I work in a research group which develops simulation tools for these photonic circuits. This video was very well explained. I can't wait to see what photonic circuits will be used for in the future. Thanks for making this video!
He said at the end a 1D row of interferometers can perform like a 2D array using time instead, would the same priinciple apply for 2D to 3D if the accuracy for 2D can be improved ?
@@raphaelcardoso7927 We develop tools that leverage Artificial Neural Networks to simulate the performance of photonic devices. All of our softwares are free and open source.
Wow, your videos just get better and better. As I watched this I kept having flashbacks to my university math/physics discussions on matrix mechanics of more than 50 years ago, and realizing that those concepts remain important in today's world.
A few mistakes: 1. ML typically consists of many matrix-vector multiplication steps, not matrix-matrix multiplications. 2. At 5:02 you meant picojoules, not petajoules 3. As I understand it (not an expert in photonics, though I have worked on an ML accelerator), for a given level of accuracy a photonic matrix-vector multiplication circuit will consume more power than a digital one, mostly because of the digital-to-analog and analog-to-digital steps.
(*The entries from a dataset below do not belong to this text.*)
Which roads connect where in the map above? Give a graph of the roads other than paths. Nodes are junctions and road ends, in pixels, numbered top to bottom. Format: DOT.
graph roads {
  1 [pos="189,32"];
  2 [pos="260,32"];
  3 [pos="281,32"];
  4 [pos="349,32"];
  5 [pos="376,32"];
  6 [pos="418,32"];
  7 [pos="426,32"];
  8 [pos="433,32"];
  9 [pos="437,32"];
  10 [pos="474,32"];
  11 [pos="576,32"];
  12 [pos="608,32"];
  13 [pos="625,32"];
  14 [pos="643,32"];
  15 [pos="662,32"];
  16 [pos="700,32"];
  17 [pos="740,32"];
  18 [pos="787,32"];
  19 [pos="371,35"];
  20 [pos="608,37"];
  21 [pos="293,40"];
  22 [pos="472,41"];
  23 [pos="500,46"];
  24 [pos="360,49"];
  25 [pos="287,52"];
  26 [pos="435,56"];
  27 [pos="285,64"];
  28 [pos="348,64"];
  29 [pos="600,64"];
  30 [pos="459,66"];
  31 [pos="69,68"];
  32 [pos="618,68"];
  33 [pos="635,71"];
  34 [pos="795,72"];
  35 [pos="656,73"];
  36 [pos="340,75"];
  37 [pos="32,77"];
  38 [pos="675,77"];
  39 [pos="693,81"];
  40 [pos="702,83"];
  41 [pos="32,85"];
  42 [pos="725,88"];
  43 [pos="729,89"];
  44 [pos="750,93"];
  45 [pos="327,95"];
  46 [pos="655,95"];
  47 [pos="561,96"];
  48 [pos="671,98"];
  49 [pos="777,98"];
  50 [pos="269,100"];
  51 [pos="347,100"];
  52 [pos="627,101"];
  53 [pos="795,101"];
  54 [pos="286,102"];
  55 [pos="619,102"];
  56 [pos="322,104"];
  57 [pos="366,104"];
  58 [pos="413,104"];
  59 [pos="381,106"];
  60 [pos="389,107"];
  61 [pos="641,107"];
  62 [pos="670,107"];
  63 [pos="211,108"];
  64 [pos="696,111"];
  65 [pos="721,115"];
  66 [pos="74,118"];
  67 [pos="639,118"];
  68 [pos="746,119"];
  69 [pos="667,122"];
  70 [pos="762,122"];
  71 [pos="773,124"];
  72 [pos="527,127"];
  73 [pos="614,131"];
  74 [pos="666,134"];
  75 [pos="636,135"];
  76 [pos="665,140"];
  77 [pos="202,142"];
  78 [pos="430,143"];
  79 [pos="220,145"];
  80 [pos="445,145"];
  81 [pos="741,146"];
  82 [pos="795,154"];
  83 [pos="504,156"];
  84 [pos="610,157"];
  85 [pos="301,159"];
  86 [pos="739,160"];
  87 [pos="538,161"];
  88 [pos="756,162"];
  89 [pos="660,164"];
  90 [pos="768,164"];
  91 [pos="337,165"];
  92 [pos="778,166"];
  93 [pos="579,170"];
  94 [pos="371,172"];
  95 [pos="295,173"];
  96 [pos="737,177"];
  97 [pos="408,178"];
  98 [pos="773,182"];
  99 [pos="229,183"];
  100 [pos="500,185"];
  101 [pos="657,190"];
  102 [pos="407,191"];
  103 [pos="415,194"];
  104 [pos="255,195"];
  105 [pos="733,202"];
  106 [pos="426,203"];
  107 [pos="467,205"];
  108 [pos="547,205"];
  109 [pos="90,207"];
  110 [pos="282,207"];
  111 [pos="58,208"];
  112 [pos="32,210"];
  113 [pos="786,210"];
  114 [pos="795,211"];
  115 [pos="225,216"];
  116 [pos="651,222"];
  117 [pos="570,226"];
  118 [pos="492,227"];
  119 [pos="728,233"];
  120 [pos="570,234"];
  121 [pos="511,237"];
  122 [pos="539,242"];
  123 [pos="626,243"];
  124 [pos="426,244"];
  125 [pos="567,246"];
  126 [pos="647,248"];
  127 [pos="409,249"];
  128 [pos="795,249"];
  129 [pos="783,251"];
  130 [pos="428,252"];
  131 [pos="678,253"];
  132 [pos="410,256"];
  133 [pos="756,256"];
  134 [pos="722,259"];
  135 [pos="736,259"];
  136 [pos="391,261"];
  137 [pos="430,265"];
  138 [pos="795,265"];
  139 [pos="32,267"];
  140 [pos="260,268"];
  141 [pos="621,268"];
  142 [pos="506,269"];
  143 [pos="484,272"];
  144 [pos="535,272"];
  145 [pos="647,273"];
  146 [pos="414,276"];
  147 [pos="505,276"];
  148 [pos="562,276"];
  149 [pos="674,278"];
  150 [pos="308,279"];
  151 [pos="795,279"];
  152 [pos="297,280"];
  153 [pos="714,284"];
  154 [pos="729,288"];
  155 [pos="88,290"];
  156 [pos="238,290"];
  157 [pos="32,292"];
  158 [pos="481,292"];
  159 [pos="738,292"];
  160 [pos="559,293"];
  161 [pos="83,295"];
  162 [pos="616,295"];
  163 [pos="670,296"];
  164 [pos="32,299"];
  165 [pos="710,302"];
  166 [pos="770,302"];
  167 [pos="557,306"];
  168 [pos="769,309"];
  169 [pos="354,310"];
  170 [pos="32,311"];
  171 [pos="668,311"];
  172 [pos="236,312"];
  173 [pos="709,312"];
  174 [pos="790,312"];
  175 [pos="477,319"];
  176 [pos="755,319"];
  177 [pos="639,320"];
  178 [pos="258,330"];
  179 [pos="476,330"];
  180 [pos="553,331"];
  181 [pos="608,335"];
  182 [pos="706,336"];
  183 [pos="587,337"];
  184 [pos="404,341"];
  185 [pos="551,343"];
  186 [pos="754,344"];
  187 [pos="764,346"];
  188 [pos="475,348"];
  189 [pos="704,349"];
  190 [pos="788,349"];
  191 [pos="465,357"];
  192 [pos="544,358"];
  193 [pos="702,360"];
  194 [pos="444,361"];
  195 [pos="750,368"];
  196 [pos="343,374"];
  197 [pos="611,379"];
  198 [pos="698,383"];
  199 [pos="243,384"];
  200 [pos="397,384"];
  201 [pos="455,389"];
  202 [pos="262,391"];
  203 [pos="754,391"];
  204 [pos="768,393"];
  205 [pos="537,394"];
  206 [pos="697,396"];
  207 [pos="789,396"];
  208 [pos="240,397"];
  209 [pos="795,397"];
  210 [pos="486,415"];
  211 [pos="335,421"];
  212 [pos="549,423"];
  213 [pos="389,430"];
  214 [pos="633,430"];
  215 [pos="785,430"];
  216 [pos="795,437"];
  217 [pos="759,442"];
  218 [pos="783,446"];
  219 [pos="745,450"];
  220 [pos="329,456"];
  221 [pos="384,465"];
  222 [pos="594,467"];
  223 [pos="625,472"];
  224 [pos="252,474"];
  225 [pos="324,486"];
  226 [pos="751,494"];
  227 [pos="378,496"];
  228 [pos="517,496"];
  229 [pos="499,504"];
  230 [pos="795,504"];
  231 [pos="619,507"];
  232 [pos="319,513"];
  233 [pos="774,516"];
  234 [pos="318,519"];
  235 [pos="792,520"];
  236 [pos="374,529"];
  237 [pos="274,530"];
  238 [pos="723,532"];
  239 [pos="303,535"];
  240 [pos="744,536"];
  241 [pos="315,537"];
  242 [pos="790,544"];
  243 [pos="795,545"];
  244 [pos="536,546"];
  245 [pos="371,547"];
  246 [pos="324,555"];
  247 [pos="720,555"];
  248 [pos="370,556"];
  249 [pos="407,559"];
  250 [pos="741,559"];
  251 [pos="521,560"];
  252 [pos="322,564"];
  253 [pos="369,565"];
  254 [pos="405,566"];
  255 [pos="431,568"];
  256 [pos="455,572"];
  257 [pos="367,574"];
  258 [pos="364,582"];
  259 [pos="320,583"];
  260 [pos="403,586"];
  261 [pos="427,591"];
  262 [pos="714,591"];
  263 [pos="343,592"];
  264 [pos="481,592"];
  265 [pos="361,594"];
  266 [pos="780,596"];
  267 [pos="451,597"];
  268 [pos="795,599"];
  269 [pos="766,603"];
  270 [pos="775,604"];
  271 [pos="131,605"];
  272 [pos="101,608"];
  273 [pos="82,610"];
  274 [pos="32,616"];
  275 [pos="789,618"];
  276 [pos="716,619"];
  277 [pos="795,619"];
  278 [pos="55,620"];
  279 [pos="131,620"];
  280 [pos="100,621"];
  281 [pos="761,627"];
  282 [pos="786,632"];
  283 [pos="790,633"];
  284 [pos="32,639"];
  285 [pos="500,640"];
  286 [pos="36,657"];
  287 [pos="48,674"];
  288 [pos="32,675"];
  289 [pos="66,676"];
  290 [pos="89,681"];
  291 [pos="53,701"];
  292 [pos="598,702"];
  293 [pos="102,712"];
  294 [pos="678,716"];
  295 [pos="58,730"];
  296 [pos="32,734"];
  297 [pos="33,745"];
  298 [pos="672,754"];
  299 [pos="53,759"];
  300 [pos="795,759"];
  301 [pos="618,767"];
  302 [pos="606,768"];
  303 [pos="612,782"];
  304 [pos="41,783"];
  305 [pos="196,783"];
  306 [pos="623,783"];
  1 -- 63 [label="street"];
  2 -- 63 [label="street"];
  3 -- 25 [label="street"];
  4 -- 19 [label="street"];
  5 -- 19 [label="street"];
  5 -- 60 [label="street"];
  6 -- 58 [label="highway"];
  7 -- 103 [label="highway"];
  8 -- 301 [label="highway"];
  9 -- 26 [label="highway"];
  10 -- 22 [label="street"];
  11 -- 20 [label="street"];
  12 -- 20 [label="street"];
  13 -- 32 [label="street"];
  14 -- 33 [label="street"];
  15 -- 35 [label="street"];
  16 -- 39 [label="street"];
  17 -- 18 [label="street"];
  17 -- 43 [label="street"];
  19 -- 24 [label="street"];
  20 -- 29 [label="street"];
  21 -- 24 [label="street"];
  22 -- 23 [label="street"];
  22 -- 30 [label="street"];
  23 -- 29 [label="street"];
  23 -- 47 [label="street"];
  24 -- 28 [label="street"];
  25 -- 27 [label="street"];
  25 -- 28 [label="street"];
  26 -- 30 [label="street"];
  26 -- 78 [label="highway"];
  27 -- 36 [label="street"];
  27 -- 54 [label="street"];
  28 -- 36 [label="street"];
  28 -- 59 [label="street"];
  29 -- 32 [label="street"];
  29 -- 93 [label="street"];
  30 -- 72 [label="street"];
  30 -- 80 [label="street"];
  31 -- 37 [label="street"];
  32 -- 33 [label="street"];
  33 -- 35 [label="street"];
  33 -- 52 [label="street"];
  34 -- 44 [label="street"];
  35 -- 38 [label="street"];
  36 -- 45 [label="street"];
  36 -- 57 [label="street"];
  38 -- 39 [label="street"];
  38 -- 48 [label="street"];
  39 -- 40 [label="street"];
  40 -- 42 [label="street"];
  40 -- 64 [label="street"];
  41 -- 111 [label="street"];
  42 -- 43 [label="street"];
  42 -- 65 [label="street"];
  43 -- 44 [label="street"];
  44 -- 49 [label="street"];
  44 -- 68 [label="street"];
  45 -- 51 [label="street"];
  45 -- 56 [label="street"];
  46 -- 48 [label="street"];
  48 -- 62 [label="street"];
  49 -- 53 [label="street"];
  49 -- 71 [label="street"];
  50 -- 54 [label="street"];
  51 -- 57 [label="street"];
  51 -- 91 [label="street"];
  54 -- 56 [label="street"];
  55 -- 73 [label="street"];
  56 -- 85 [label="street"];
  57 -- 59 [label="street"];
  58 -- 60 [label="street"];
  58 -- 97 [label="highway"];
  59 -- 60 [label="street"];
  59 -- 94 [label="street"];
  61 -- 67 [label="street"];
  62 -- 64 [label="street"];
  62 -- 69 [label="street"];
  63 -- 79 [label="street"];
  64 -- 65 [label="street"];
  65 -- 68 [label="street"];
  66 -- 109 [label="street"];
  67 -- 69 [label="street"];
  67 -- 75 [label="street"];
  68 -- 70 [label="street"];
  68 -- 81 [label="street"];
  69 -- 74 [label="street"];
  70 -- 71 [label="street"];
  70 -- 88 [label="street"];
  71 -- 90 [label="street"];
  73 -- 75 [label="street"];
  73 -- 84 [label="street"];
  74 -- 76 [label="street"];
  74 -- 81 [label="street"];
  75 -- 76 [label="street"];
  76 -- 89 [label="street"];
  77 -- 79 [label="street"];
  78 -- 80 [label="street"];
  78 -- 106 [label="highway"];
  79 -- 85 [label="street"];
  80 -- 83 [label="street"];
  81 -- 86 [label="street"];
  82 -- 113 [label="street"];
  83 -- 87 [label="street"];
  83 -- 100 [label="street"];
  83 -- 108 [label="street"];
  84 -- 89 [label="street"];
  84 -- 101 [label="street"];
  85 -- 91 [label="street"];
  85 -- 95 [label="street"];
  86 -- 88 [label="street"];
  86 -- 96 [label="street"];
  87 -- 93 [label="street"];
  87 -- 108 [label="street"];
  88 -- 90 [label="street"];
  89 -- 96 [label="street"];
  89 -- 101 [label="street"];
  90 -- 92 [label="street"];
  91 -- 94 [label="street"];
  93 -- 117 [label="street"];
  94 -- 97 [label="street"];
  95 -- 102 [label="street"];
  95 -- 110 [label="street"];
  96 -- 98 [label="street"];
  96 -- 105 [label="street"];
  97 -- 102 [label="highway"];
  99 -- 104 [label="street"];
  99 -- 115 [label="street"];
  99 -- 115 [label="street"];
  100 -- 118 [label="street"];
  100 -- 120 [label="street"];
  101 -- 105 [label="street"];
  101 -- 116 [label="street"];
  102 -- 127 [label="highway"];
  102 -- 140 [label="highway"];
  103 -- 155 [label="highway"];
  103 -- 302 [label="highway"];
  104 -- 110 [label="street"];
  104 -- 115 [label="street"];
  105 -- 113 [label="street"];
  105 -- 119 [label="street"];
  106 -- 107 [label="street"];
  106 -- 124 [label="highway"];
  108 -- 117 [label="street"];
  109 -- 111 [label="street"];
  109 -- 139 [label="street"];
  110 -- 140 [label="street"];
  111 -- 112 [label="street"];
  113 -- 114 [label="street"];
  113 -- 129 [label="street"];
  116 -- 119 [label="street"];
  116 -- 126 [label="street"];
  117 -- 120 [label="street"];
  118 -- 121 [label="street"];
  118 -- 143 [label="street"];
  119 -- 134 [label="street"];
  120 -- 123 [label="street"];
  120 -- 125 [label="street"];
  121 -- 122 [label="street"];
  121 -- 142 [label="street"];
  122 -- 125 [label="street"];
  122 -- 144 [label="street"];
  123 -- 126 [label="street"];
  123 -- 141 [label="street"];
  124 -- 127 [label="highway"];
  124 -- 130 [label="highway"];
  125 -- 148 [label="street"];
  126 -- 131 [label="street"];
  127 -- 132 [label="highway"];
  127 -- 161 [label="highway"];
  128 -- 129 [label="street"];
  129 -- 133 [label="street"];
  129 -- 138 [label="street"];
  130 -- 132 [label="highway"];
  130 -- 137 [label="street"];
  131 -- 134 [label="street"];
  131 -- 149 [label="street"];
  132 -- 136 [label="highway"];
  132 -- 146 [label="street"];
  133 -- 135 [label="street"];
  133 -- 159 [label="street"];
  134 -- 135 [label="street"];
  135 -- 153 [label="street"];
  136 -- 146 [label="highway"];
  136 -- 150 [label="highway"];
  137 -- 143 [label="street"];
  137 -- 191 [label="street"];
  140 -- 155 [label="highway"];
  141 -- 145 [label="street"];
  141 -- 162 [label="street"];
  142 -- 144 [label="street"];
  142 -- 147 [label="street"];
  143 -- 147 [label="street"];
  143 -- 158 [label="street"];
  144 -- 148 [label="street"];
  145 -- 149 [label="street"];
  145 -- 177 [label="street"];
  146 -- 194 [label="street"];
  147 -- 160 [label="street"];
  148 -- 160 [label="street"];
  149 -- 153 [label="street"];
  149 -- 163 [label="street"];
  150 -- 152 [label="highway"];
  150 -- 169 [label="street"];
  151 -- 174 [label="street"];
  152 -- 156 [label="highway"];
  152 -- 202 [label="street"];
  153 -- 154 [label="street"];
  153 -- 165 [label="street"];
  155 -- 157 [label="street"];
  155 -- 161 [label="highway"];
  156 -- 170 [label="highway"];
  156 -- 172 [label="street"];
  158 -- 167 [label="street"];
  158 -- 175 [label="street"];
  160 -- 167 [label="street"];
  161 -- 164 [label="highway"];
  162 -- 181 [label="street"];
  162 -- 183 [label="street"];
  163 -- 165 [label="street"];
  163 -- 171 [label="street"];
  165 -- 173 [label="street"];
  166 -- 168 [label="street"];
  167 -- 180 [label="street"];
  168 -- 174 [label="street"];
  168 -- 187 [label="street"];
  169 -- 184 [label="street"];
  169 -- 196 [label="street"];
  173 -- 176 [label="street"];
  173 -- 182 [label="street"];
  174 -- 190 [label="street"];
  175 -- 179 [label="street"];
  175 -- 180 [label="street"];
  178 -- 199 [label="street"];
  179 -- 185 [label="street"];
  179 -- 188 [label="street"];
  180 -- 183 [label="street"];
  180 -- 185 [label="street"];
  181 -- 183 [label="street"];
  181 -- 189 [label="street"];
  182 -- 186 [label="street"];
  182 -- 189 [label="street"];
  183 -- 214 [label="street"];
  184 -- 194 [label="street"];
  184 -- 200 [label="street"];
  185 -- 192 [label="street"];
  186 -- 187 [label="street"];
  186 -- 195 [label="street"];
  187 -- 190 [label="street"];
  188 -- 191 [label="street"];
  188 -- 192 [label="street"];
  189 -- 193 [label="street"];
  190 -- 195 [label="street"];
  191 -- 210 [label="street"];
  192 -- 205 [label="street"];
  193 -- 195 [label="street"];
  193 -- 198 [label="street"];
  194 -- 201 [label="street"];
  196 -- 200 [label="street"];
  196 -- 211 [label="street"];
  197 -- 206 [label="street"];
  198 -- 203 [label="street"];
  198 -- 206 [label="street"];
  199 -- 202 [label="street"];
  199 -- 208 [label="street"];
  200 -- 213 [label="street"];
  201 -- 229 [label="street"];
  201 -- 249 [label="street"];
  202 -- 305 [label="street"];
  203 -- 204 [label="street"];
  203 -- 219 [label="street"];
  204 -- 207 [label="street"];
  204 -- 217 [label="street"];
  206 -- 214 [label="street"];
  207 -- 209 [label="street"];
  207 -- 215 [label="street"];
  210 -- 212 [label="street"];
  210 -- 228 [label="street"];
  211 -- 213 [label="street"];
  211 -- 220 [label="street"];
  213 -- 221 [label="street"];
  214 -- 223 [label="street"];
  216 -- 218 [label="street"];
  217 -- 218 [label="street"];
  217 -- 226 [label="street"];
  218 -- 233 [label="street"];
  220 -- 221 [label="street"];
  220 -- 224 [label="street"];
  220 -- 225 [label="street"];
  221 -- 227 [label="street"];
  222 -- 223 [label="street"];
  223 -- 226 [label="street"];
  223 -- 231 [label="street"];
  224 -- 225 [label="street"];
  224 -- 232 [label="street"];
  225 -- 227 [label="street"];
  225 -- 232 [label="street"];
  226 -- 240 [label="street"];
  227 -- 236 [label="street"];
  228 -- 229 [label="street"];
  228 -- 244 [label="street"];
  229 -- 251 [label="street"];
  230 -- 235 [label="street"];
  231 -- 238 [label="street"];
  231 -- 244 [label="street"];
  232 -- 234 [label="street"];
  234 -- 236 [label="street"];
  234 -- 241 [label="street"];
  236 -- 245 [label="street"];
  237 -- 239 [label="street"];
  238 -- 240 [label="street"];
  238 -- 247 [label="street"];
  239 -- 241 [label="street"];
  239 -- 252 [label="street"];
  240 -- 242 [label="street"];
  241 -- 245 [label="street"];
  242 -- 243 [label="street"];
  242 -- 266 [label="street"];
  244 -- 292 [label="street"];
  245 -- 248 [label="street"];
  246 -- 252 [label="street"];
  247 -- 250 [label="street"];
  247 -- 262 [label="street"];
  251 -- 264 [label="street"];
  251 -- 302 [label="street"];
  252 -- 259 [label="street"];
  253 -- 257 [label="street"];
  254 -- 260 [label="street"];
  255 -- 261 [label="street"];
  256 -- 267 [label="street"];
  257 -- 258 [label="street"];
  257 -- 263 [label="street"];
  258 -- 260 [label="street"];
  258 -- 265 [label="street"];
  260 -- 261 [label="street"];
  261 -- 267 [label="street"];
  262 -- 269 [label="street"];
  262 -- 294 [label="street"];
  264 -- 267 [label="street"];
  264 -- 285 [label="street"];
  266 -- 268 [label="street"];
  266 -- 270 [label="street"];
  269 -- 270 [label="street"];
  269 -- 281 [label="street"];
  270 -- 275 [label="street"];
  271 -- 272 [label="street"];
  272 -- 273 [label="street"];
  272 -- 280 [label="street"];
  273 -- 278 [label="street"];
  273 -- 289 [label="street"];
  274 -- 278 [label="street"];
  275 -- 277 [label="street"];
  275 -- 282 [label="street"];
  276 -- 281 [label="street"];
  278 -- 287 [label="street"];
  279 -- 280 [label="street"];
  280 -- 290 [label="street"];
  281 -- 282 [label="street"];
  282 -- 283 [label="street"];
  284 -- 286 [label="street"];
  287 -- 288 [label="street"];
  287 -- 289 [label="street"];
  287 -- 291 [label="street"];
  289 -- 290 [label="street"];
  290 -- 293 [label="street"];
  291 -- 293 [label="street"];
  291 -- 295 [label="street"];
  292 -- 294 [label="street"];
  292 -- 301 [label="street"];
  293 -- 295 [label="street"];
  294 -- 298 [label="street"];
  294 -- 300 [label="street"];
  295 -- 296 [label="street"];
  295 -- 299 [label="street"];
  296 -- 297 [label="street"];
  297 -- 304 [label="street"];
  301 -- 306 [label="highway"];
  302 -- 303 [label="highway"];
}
So I think it's somewhat misleading to say that power is not the problem. 4. I think the last point about replacing one of the axes with time is also misleading. That can be done for any circuit ("time-multiplexing") and will proportionally decrease throughput. So it's far from a solution to the density problem.
yeah, but I still feel like mentioning matrix-matrix multiplication is going to confuse the average viewer more than illuminate, compared to matrix-vector. most ML accelerators are built to accelerate matrix-vector products (e.g.: they use weight stationary systolic arrays). this is because accelerators rarely have the memory bandwidth to support matrix-matrix products at full throughput; they require the higher operational intensity of the static matrix/dynamic vector product.
Convolutions are typically expressed using im2col, which makes them an instance of the matrix-matrix multiply. They are extremely common in vision-based applications, so I think the statement is absolutely justified!? I would consider the questions whether a matrix-matrix product is decomposed into matrix-vector multiplications in a given accelerator an implementation detail, rather than an inherent feature of the underlying problem.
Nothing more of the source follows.